**Stored data entries**
####
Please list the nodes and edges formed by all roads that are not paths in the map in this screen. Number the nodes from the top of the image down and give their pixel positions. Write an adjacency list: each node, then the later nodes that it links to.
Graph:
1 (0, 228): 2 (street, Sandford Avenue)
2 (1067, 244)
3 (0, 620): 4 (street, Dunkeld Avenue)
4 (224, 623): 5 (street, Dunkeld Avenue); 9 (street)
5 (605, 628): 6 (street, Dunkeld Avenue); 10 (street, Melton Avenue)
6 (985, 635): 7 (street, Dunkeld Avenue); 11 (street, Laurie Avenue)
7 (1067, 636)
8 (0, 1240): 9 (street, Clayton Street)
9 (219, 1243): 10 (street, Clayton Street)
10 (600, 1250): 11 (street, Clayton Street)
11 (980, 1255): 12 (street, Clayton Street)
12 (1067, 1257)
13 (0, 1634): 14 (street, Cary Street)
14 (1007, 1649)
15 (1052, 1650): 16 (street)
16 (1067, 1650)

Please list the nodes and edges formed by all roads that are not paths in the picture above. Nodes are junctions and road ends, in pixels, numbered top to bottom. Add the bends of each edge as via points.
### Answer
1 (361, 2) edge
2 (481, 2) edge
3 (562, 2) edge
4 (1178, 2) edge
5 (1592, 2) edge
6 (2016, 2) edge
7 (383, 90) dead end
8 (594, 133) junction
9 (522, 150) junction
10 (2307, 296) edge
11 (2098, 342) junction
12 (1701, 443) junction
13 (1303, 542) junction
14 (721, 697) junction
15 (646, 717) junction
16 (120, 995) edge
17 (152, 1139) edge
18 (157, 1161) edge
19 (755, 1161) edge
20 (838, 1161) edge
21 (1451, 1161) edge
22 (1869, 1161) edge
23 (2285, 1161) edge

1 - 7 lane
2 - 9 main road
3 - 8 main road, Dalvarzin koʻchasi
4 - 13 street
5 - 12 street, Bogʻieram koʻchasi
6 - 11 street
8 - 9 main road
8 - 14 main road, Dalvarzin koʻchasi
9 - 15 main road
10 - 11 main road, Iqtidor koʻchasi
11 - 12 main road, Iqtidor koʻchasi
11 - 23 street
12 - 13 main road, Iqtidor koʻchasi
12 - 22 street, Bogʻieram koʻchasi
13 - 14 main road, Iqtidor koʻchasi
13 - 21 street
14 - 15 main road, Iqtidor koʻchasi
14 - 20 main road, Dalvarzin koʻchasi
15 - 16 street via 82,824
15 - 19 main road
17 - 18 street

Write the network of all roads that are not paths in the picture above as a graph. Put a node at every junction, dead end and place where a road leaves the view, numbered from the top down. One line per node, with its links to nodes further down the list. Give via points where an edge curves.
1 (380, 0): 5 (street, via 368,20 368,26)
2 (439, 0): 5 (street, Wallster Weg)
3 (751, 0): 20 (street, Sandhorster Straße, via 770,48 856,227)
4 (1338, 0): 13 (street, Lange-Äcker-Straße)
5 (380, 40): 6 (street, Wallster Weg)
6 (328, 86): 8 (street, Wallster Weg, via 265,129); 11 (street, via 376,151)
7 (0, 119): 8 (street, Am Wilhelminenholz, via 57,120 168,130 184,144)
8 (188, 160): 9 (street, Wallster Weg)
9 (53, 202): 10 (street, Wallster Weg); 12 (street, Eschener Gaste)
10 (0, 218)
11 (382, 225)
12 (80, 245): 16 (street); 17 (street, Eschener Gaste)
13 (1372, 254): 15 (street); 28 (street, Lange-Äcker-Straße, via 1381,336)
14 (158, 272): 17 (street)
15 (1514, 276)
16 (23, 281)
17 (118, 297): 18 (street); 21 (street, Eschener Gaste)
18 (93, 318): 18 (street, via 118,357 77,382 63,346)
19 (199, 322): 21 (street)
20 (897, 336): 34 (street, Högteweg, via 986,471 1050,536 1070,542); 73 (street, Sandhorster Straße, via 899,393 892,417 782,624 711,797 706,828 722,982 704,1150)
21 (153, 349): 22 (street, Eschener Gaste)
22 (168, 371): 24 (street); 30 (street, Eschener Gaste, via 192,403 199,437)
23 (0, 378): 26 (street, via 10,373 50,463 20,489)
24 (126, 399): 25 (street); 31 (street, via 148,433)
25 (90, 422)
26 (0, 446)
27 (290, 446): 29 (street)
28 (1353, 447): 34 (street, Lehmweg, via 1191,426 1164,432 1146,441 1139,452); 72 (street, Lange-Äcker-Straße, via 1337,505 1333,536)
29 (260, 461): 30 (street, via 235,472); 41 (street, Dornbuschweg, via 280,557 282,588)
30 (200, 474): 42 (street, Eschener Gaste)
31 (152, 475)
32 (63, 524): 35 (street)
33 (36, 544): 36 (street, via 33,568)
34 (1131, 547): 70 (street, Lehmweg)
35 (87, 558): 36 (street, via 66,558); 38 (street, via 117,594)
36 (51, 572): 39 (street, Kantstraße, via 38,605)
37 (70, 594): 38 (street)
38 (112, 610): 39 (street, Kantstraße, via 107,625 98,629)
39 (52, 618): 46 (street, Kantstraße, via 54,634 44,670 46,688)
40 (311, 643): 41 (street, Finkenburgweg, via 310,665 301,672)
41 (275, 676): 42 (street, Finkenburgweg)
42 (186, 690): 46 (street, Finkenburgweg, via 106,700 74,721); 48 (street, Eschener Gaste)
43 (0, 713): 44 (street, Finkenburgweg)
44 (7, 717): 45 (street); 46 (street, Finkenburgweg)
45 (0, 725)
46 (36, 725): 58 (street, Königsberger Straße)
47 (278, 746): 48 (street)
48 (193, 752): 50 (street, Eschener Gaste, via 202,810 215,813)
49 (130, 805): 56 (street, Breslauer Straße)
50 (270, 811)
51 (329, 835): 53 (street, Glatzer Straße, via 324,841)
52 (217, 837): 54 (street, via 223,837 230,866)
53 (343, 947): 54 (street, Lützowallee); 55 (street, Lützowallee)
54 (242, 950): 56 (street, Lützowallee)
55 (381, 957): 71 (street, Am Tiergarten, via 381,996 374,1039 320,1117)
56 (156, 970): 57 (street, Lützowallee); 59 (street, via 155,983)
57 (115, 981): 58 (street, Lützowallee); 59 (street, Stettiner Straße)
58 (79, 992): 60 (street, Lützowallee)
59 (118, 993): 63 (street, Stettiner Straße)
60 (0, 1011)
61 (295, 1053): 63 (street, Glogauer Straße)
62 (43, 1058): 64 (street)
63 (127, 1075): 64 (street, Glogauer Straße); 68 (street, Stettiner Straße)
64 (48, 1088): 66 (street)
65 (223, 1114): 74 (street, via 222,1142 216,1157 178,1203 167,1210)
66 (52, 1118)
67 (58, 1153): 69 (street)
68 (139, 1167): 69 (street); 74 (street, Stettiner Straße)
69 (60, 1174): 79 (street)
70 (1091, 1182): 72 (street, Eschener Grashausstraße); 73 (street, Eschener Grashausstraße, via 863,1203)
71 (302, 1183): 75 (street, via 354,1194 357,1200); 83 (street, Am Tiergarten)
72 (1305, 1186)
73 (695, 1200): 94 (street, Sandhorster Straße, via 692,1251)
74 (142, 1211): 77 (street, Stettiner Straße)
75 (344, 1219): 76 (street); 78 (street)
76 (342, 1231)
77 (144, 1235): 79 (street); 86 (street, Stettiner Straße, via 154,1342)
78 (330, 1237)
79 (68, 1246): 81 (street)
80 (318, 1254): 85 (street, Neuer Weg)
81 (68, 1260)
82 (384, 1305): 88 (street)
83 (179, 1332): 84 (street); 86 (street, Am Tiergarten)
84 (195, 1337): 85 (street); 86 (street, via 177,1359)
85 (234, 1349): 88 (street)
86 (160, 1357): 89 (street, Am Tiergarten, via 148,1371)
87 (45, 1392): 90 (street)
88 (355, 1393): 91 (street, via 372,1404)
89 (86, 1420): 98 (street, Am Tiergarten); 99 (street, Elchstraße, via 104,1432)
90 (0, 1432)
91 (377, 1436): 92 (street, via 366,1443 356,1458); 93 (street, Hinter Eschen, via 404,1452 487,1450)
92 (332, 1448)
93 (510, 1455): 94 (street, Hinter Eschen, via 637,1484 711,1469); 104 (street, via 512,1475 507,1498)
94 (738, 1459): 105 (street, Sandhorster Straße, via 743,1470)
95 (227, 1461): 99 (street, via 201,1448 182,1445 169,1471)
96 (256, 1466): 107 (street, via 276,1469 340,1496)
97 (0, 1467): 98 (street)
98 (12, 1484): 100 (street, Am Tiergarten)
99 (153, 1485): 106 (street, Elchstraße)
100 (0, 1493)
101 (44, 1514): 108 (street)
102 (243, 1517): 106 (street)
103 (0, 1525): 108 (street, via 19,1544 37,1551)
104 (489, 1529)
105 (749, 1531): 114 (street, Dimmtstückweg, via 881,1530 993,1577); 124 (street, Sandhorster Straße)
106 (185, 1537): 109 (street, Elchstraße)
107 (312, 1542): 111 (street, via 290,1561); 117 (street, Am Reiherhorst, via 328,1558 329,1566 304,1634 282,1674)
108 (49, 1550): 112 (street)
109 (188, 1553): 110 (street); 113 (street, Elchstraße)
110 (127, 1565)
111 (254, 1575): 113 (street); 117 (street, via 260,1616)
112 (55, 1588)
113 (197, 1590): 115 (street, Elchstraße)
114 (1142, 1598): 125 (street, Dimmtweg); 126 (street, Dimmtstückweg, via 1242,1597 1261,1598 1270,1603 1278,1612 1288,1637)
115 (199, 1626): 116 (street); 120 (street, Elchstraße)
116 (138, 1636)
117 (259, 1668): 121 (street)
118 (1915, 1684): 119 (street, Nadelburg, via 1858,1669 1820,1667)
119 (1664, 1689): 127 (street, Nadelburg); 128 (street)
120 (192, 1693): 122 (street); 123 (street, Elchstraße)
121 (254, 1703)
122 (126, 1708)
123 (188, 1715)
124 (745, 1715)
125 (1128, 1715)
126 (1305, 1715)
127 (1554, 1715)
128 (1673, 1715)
####
From the data above, copy every line where "Dalvarzin" appears.

**ANSWER**
3 - 8 main road, Dalvarzin koʻchasi
8 - 14 main road, Dalvarzin koʻchasi
14 - 20 main road, Dalvarzin koʻchasi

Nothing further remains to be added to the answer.